* What is being asked *
Only one number is wanted here: how many lines of the data hold "nodes".

* Data to use *

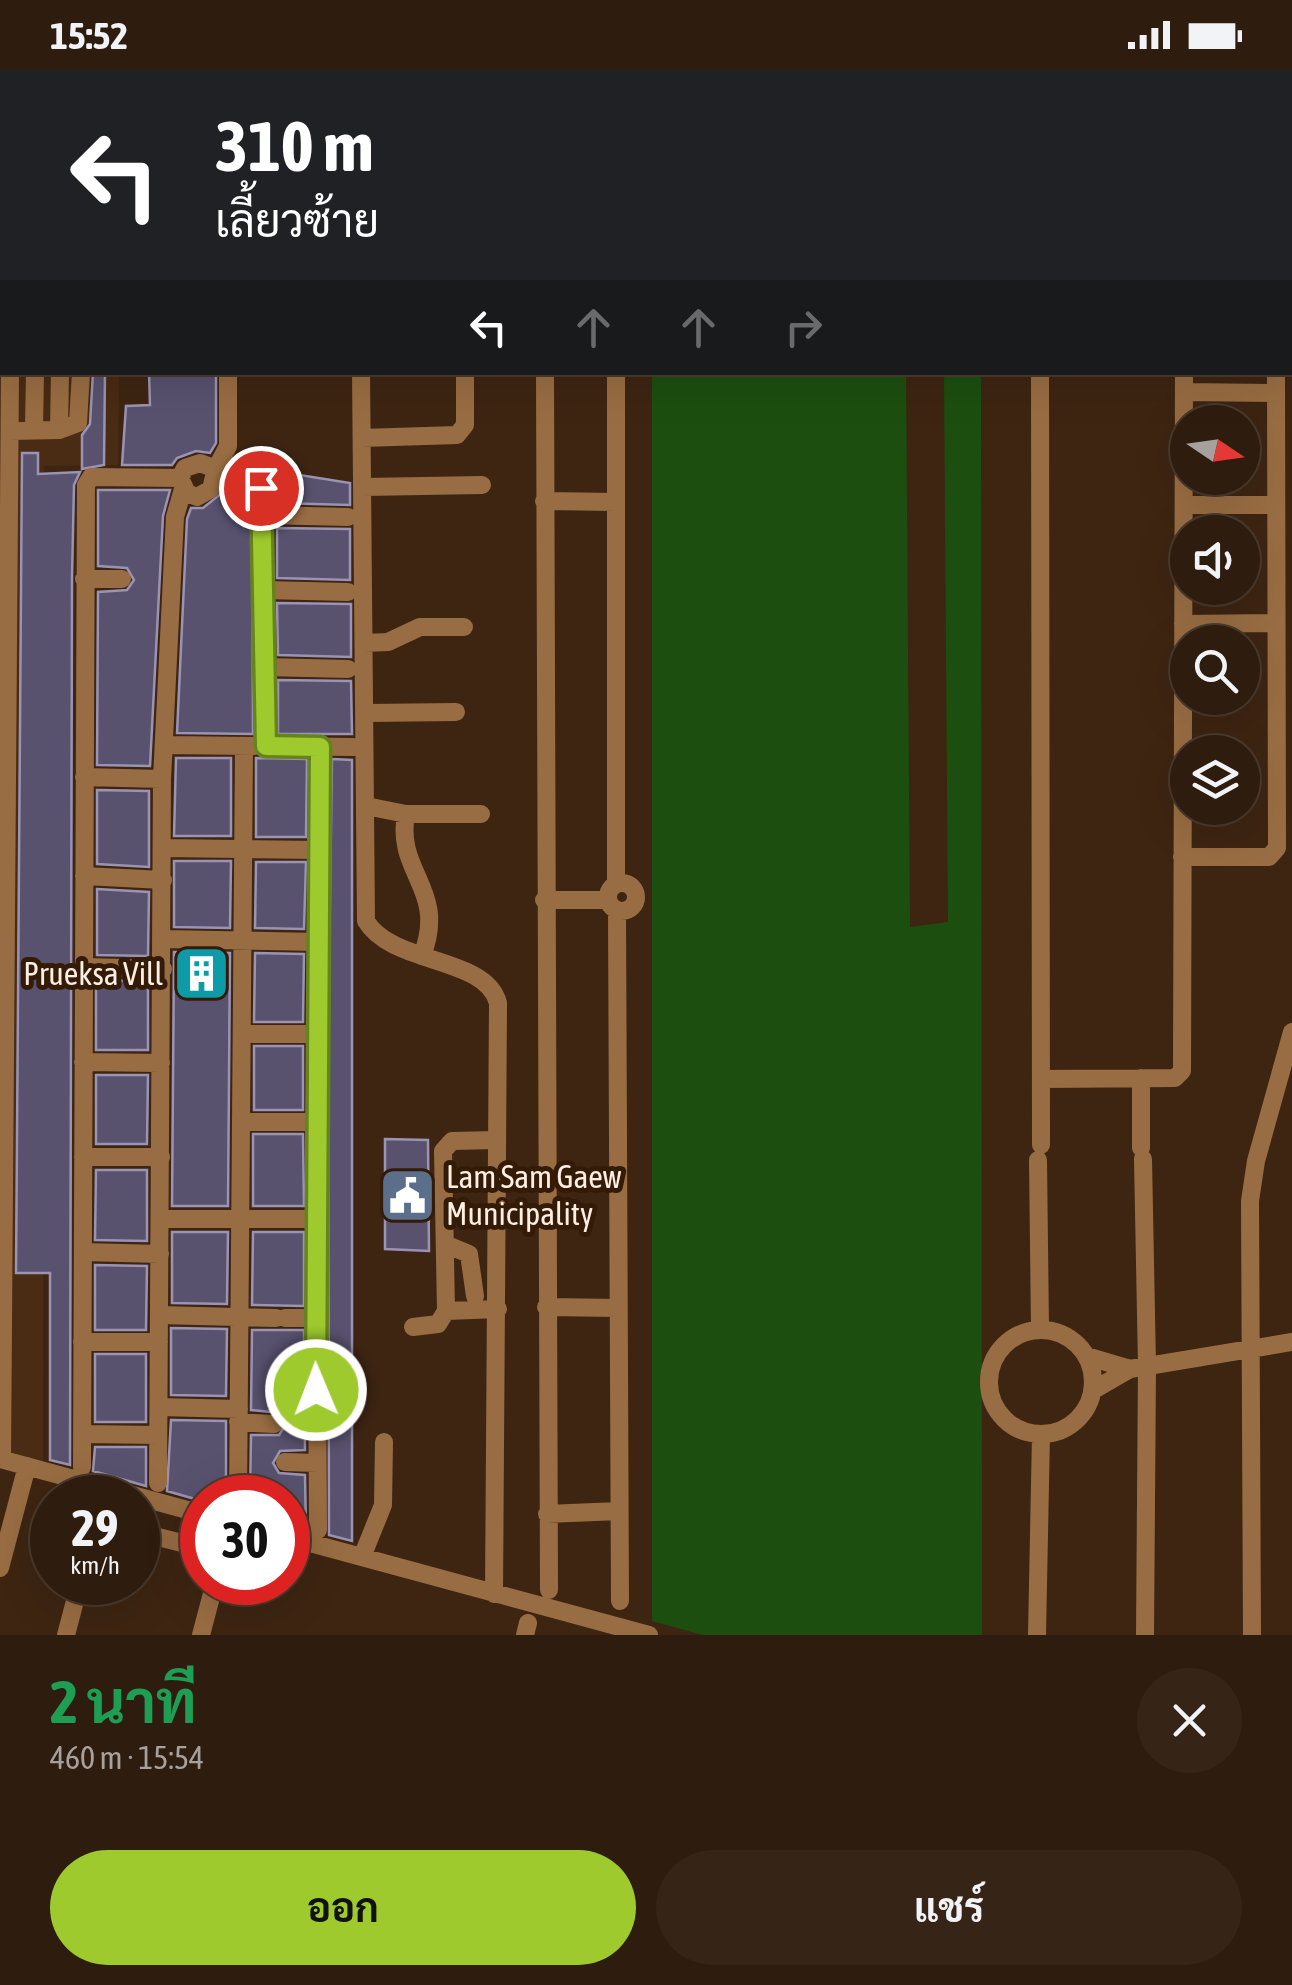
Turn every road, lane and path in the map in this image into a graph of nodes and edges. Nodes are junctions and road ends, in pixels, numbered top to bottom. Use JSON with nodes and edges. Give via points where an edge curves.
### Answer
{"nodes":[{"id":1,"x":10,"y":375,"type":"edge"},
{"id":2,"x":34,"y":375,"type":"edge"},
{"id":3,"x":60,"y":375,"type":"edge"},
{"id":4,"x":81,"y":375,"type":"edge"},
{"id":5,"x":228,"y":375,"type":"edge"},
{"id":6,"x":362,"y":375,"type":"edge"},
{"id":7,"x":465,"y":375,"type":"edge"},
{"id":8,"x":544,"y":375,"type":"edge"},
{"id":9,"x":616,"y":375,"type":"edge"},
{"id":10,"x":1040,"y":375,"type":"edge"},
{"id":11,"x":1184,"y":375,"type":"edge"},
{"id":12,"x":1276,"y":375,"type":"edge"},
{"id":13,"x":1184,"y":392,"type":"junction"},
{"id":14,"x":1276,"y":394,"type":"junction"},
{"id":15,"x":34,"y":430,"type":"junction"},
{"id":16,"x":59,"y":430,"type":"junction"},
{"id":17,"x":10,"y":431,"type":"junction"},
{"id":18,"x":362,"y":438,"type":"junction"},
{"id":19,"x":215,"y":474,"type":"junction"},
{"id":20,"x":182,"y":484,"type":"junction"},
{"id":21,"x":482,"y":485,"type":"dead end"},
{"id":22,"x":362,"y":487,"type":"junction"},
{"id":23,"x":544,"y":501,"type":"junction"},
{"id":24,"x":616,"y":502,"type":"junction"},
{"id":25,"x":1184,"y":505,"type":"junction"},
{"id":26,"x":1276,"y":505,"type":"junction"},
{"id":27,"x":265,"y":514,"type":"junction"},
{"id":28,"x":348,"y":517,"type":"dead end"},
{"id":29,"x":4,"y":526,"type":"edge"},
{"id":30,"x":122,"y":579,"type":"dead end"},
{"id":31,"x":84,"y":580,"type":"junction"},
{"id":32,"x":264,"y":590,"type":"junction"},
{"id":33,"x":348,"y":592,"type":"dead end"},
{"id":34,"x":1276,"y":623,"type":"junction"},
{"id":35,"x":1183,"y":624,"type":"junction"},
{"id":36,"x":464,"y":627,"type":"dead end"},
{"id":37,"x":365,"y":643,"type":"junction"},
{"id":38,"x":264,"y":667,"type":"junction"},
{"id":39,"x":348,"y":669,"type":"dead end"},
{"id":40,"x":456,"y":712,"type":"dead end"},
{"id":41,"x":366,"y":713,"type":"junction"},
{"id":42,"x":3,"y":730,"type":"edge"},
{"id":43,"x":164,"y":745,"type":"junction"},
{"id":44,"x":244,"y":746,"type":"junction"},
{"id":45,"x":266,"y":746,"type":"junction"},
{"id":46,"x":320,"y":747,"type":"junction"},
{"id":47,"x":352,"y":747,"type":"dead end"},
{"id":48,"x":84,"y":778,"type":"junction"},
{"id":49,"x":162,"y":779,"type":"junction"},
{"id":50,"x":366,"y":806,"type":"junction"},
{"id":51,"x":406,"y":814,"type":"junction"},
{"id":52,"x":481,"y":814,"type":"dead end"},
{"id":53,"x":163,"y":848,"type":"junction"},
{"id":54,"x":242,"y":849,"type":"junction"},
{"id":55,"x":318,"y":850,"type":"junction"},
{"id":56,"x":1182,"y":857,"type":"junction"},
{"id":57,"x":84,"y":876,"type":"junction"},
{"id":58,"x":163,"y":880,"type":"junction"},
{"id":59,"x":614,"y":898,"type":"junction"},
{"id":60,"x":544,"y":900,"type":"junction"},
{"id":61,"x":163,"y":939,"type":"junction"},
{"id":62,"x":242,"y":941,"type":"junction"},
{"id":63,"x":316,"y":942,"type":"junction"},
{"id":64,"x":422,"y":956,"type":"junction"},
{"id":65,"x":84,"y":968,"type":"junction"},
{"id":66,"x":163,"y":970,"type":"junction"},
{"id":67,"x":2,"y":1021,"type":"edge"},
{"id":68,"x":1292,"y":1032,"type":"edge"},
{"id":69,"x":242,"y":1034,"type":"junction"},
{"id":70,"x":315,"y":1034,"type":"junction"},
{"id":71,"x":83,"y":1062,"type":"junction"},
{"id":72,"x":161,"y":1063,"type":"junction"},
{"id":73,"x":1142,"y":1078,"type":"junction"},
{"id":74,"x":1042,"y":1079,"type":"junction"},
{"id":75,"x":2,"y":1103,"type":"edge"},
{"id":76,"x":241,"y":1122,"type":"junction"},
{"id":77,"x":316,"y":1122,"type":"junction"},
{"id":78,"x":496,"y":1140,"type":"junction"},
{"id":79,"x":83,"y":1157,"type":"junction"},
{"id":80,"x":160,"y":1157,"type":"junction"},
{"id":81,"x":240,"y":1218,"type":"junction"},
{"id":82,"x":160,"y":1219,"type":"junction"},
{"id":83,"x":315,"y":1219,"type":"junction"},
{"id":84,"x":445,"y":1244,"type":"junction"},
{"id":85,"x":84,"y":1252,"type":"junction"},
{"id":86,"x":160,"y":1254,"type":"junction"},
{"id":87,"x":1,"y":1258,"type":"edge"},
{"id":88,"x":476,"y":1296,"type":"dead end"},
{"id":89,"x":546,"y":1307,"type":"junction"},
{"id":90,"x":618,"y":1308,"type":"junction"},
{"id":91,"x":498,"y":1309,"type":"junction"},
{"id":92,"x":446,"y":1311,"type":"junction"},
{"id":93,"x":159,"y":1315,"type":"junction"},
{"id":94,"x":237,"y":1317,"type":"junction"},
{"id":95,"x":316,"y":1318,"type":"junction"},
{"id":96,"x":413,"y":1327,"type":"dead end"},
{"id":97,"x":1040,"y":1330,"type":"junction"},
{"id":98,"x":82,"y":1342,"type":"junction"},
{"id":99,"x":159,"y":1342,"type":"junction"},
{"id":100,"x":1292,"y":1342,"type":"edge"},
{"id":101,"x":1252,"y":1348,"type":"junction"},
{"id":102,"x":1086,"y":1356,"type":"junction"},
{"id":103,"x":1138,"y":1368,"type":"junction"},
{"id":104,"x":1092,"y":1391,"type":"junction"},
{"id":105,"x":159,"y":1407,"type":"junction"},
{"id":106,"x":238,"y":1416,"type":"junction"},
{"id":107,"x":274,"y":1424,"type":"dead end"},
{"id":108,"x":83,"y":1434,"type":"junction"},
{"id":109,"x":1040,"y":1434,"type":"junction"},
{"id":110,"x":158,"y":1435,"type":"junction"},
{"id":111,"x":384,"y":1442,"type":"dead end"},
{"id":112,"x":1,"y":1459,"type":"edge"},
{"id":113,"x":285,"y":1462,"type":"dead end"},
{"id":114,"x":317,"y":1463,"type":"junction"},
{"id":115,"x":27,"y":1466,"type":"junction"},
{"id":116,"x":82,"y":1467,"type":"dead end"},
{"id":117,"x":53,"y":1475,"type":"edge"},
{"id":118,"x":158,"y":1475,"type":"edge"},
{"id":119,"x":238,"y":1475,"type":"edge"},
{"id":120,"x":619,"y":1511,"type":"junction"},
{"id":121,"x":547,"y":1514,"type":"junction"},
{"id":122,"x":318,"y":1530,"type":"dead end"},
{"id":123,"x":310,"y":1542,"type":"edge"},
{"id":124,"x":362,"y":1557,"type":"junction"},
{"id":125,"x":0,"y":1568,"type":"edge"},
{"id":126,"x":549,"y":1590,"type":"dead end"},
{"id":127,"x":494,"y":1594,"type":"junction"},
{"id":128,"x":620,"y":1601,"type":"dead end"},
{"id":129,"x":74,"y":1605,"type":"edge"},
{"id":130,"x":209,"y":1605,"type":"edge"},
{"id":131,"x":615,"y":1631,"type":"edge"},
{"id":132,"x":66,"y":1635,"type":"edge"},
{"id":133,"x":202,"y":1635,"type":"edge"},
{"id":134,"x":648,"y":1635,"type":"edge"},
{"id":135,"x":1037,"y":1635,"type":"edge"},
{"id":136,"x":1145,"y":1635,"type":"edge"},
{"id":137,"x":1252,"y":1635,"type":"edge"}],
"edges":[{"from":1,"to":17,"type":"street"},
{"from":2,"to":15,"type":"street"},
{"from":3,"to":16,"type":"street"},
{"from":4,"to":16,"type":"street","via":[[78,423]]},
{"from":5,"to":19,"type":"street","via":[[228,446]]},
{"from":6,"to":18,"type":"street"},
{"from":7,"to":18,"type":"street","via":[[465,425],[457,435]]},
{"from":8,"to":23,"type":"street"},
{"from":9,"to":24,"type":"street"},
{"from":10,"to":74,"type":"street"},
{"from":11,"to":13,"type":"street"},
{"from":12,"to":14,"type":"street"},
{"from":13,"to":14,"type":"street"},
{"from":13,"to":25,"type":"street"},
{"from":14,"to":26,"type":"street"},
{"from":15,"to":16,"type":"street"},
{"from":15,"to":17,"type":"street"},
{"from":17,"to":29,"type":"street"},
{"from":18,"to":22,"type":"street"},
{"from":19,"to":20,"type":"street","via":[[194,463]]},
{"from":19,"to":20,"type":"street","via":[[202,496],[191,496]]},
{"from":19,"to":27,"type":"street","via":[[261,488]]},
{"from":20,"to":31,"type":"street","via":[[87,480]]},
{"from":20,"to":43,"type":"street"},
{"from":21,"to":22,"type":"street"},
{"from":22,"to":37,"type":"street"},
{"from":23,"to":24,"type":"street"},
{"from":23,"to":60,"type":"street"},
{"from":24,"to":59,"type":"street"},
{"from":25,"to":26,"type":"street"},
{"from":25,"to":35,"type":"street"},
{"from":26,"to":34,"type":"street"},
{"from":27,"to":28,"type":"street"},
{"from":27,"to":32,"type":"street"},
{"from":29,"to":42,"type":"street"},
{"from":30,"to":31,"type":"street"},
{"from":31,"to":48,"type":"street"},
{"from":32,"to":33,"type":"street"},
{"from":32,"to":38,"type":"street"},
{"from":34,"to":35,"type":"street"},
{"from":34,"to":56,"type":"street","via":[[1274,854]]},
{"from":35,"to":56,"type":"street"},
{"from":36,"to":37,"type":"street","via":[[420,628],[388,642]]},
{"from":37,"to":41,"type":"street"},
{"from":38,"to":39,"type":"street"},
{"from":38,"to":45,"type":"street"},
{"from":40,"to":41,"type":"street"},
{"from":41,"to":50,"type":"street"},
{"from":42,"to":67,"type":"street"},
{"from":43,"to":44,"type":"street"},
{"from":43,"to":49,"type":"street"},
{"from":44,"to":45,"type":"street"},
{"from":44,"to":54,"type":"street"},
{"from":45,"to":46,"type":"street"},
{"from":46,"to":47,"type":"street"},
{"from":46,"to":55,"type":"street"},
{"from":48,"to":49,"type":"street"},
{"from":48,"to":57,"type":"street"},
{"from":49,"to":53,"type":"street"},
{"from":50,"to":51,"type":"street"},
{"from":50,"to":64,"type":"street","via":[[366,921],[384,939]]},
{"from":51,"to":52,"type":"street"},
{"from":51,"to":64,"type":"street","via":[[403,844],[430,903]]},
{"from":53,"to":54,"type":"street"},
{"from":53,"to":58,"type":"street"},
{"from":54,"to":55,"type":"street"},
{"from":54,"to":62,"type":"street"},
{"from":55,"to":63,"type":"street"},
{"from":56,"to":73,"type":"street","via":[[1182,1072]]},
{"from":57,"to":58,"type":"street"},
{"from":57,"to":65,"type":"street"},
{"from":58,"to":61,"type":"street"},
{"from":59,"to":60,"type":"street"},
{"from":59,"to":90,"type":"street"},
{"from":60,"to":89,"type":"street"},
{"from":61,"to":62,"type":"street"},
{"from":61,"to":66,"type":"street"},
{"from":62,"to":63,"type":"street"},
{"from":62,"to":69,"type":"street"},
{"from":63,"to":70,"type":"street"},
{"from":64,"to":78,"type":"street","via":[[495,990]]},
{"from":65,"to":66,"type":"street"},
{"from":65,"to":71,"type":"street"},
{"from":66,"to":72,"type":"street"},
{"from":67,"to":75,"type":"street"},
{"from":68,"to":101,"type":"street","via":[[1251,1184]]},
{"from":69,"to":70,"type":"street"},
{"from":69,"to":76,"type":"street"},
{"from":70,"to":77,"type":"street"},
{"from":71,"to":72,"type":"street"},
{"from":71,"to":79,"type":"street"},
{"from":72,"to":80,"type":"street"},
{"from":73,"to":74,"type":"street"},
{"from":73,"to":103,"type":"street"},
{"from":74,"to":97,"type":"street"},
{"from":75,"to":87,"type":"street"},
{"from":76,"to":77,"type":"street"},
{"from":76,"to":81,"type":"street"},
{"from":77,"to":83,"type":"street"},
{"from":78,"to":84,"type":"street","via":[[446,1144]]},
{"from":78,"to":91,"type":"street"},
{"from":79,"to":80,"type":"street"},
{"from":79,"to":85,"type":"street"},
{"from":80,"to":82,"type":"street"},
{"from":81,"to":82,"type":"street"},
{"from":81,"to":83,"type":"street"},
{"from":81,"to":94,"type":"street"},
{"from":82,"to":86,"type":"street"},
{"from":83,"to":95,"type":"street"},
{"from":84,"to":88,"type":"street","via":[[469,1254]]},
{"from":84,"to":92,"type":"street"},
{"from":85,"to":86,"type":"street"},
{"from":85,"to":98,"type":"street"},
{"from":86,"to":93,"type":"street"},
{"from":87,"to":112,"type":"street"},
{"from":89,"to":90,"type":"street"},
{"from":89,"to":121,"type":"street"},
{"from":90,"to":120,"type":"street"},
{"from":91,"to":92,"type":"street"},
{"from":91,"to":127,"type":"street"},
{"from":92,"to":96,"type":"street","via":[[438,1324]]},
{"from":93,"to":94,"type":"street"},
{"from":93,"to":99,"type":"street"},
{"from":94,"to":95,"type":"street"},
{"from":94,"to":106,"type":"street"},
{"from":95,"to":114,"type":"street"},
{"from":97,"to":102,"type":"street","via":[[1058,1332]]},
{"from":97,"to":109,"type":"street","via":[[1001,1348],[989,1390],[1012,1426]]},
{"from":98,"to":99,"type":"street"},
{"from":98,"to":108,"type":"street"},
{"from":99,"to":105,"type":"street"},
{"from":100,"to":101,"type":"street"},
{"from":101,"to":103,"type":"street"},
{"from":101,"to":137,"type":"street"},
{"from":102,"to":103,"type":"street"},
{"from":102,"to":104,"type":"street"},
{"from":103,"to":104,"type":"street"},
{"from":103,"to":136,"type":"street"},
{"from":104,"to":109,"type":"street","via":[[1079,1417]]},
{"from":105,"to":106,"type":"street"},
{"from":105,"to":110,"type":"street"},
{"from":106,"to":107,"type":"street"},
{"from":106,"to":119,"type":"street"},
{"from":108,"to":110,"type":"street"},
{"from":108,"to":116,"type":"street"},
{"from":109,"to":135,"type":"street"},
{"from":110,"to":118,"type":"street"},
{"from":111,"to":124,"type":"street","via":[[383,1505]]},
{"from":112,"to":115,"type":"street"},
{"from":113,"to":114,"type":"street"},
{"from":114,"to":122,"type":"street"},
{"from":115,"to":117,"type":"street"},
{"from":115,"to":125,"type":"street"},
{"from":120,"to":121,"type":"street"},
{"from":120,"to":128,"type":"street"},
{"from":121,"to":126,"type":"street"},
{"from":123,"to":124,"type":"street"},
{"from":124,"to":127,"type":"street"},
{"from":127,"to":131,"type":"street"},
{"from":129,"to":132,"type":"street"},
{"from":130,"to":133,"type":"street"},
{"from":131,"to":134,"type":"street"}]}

* Answer to this task *
2